▶ [GIVEN DATA]:

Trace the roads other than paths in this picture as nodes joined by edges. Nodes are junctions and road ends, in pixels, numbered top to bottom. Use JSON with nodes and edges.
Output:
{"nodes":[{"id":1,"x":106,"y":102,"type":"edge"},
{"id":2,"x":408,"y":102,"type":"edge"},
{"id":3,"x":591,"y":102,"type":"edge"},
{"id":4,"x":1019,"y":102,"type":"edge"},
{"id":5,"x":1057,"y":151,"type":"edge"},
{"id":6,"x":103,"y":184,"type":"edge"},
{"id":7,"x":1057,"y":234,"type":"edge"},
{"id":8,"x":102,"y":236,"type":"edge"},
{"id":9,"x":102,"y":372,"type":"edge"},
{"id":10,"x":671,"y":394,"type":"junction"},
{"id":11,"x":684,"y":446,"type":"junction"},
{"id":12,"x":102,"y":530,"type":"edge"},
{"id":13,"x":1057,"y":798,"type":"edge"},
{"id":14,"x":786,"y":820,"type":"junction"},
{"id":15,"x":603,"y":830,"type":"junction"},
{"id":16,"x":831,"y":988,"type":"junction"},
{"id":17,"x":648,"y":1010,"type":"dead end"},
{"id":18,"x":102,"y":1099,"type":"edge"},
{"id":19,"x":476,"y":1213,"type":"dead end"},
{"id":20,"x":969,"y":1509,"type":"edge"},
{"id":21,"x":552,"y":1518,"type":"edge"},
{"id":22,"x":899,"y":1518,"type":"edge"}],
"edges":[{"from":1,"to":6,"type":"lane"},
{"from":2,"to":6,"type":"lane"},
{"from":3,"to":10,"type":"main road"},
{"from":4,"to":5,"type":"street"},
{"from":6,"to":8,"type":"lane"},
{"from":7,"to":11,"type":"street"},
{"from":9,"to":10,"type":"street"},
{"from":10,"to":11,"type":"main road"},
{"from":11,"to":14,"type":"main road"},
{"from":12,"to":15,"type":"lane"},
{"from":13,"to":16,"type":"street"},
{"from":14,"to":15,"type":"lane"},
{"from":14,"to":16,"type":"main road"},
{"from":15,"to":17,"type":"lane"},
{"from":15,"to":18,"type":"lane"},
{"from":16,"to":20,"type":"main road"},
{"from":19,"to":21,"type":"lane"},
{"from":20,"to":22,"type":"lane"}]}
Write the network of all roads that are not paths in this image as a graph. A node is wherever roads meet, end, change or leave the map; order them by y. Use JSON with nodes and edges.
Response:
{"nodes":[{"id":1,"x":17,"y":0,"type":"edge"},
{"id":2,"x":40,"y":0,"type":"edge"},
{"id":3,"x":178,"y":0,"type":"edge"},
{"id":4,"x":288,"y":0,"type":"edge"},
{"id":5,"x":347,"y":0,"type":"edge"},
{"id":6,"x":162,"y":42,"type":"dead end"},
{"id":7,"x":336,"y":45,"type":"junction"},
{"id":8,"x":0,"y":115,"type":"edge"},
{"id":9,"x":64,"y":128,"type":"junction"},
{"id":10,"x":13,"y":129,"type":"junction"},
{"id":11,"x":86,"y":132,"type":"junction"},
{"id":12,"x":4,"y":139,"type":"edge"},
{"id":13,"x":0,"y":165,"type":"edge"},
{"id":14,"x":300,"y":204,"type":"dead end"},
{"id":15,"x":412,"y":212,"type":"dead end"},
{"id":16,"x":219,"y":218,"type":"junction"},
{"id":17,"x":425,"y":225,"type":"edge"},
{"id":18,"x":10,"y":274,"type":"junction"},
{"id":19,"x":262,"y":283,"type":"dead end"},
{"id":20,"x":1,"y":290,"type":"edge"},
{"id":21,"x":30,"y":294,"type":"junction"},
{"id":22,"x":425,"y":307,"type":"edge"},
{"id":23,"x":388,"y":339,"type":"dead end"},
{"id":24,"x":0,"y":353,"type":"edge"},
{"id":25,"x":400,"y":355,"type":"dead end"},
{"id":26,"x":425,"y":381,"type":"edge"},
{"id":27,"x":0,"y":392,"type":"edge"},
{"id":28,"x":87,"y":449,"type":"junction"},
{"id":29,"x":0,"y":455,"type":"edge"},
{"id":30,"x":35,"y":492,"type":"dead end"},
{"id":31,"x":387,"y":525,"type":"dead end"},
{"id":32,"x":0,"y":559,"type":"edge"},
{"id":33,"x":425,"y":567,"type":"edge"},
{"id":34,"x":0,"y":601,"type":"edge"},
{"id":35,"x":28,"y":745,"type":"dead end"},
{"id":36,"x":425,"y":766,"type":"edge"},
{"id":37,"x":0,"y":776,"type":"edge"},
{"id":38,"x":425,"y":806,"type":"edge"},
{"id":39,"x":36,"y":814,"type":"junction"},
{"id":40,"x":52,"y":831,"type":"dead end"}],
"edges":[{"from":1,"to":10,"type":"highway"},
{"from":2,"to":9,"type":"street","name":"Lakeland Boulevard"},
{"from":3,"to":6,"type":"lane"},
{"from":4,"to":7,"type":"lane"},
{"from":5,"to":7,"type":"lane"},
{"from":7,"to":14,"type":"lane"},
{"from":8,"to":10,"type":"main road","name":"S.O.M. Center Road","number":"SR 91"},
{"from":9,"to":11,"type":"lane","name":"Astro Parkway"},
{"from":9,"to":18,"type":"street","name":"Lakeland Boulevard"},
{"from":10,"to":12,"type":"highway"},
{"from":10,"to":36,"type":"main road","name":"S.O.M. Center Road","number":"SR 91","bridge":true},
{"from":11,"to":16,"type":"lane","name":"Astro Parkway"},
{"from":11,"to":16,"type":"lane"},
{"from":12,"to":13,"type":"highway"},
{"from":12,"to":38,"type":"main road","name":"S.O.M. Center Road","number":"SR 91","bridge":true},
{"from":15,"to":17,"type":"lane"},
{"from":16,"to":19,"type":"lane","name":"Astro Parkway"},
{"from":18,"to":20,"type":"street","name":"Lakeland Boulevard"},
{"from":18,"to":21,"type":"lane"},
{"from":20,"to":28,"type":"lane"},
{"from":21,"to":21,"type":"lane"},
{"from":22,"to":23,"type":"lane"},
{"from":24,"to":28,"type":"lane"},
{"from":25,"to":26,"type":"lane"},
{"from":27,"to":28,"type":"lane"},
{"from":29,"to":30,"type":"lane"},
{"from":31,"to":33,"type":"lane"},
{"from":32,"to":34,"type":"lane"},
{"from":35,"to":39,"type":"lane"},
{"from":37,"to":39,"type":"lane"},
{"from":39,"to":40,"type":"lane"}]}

▶ [WHAT YOU WILL DO]: Some lines in the material contain "paths". Show all of them.

▶ [SOLUTION TO THE PROBLEM]:
Trace the roads other than paths in this picture as nodes joined by edges. Nodes are junctions and road ends, in pixels, numbered top to bottom. Use JSON with nodes and edges.
Write the network of all roads that are not paths in this image as a graph. A node is wherever roads meet, end, change or leave the map; order them by y. Use JSON with nodes and edges.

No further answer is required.